I'm picturing a bunch of monopoly guys (monocle, aristocratic laughs and everything) running around.
that's what i was thinking! but it could also be there playing with their children.
croquette made me smile. Better than cucumber sandwiches (with the crusts cut orf!) and tea at 4pm
Given that this sentence can also be translated as ''the masters play'' I am picturing something completely different ;)
i just get this image of a bunch of dudes in suits running around in a feild
I don't get why "Herren" is traslated with "men" but the article stays "Der" and not changes in "Die".
??? Looks fine to me. Die is always used for plurals, as far as I know.
doesn't nobody ever notice that "Herren" when you listen only "Herren" sounds differently from "die Herren" together ?
Yes they sound a bit different. Just like saying "little" alone, vs "the children are little" sound a bit different too. A lot of English "tt" words sound like "dd" words. Ladder vs Latter sound almost the same unless said alone or emphasized.
I don't know why they can also translate "Herren" as "masters". I would understand misters, but masters...
I believe "Herr" chiefly means somebody of higher breed, i.e. "sir". But its natural extension is anybody important, like lord or master. "Mister" seems to be quite modern meaning, since the language got democratized.
The pattern of democritization is the same in English as it is in German. Your master was originally someone who owned you (because you were a serf!). Then it became the term of polite address to anyone of superior social status (who did not possess a specific noble title). Then is became a polite way to address anyone, who was of the same social status as you, or above. Then, as the polite form of address, it became formalised, and abbreviated as Mr. Then, by simply pronouncing the abbreviation as it appeared, "Mr." became "mister".
All prior meanings MAY still apply - it all depends on context.
"Master" was used to denote a younger man addressed with respect, who was unmarried. A young boy who is addressed as a gentleman would be referred to as Master ___.
What does this mean, exactly? "The gentlemen are playing," sounds a bit weird?
The gentlemen's swimming club, polo club, golf club, etc...

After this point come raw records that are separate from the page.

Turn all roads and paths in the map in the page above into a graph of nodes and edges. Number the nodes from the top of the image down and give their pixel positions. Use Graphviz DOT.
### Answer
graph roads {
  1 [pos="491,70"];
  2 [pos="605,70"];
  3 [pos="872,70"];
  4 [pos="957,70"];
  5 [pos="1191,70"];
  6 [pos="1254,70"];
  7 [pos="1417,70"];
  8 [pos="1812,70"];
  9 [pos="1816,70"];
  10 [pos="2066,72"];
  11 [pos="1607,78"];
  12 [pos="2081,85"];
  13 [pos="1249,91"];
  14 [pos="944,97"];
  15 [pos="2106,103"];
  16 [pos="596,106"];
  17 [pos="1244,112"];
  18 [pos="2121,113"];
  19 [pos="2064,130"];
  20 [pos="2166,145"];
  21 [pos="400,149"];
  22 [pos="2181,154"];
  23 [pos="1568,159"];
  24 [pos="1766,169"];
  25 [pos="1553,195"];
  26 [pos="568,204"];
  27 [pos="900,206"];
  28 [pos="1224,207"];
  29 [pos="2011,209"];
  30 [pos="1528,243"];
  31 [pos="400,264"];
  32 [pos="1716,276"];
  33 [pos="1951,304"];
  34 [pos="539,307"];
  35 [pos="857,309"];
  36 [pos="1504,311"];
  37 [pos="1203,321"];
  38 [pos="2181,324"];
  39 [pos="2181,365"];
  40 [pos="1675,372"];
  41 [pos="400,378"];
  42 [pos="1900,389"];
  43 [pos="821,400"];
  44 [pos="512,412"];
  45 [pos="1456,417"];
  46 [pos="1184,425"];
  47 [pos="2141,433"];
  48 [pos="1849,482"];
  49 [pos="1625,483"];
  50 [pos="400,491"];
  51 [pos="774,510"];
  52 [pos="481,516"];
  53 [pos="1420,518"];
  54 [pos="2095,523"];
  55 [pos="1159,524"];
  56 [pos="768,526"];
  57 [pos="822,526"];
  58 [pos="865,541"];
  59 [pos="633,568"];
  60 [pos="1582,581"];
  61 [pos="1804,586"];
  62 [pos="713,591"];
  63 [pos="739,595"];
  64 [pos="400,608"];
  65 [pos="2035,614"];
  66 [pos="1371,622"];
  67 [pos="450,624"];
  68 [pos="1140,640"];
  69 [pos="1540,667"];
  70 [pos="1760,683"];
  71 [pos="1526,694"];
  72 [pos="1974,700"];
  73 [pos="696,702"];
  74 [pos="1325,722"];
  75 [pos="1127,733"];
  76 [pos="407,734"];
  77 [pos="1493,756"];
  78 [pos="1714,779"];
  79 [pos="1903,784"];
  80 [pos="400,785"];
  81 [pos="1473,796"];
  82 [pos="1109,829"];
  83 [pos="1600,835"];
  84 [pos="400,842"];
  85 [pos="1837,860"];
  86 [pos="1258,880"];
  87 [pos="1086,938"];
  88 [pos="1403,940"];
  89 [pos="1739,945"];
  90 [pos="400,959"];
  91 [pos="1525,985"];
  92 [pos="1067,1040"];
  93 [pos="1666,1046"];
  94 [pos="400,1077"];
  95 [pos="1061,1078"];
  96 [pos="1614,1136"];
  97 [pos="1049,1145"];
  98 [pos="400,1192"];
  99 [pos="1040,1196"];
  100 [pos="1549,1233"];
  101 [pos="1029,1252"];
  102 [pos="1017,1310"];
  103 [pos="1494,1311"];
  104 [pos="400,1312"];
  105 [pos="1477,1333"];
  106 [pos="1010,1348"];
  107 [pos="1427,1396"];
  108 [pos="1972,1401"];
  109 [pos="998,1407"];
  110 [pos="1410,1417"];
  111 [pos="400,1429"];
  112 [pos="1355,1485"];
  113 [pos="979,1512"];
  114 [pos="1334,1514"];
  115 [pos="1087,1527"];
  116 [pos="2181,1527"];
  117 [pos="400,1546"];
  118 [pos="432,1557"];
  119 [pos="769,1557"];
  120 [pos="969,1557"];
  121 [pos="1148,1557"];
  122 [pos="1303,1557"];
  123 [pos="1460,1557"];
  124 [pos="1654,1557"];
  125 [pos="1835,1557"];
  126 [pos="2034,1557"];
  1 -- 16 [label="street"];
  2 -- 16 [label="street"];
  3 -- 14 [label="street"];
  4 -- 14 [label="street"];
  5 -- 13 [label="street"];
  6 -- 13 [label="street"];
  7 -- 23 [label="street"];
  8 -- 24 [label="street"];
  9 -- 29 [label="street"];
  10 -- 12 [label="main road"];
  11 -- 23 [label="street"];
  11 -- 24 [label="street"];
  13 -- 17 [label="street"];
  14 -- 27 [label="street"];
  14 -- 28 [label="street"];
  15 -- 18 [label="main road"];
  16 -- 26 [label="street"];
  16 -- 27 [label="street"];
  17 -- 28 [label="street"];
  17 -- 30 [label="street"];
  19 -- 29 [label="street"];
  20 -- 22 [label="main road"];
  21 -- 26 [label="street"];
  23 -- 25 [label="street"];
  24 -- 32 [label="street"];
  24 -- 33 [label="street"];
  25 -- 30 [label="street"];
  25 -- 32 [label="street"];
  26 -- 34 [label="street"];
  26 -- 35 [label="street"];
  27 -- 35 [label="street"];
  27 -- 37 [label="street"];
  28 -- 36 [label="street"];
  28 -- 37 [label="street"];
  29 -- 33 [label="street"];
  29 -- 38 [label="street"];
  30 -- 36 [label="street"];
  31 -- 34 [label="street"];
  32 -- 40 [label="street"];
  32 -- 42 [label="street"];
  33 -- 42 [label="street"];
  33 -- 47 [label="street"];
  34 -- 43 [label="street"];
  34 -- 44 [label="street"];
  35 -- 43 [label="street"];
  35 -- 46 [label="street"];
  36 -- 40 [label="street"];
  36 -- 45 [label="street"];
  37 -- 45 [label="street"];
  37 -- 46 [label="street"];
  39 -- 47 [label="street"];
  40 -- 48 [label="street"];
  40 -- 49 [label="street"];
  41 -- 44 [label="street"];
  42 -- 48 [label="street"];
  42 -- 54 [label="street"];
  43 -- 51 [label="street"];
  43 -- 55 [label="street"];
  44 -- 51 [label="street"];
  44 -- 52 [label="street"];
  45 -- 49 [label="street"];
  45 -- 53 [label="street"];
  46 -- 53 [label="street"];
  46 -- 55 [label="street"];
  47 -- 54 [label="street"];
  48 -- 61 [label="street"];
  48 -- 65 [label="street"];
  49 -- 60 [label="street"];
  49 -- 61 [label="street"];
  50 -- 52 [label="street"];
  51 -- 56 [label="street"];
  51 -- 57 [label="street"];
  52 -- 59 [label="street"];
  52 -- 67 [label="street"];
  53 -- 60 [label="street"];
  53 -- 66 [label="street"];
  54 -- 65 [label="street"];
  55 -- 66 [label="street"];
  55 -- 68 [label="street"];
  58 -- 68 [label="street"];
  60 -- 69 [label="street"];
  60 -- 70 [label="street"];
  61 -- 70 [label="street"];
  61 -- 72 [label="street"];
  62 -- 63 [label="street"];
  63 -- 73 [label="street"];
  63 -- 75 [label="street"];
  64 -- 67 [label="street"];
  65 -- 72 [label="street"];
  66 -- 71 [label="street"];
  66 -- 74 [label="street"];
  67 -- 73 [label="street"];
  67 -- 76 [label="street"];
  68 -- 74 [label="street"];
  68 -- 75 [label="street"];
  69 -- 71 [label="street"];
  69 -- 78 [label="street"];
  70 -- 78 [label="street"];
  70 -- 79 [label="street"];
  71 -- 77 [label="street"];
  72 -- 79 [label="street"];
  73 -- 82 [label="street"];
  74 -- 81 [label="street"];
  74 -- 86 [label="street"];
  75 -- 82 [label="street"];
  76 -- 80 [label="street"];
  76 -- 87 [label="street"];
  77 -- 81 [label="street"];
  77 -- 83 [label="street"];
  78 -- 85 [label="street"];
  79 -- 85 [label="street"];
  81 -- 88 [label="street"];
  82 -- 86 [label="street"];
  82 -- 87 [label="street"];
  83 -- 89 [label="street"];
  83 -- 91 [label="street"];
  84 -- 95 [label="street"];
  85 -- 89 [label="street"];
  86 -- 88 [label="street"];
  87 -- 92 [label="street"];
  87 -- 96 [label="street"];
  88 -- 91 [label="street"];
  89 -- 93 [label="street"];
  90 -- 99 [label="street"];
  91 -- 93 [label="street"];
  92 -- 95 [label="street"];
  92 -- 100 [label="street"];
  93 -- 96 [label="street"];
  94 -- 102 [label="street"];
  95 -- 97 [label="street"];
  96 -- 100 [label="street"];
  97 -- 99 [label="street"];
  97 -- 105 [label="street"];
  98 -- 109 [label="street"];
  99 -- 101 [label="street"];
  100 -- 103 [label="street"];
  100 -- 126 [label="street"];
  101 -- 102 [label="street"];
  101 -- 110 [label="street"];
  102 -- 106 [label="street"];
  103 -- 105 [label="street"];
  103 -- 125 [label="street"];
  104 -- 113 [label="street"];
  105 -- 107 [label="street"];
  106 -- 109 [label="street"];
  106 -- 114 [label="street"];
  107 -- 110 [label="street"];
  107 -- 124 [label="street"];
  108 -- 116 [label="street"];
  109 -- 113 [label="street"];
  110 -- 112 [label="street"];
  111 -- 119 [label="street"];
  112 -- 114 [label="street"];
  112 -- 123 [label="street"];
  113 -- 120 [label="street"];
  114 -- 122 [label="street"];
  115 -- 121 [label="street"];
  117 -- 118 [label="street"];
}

It's not that weird if they're part of a club playing sports. Or even cards, chess, etc
It is so hard to imagine men, GENTLEMEN playing! This sentence is so wierd! Those "gentlemen" sounds like wierdos.
im thinking of just a lot of rich dudes in suits playing some weird sport like pickle ball.
Very poor sound and diction yet again, and the sound was lost several times in this lesson. Not a problem with my tablet because it continued to play in other programmes.
She definitely says "Die Herrenspielen", not "Die Herren spielen". Seriously.
The gentleman play should be applicable here too. It would not allow me to enter it as such.
Try not to assume that English grammar applies here, 'sind' is not very appropriate in this instance.
I'm pretty sure the subject and the predicate don't go well together. Imagine a bunch of guys in suits running in the garden of a palace tho lol
the website accepted my answer before I finished saying "spielen". :/ how to report this bug?
Know that I know "Herren", what are the proper formal ways to tell male German passengers "Sirs, do you have (all) your bags/luggage/baggage?" and "Sirs, that is your/the exit". I don't want to go a literal word for word sentence.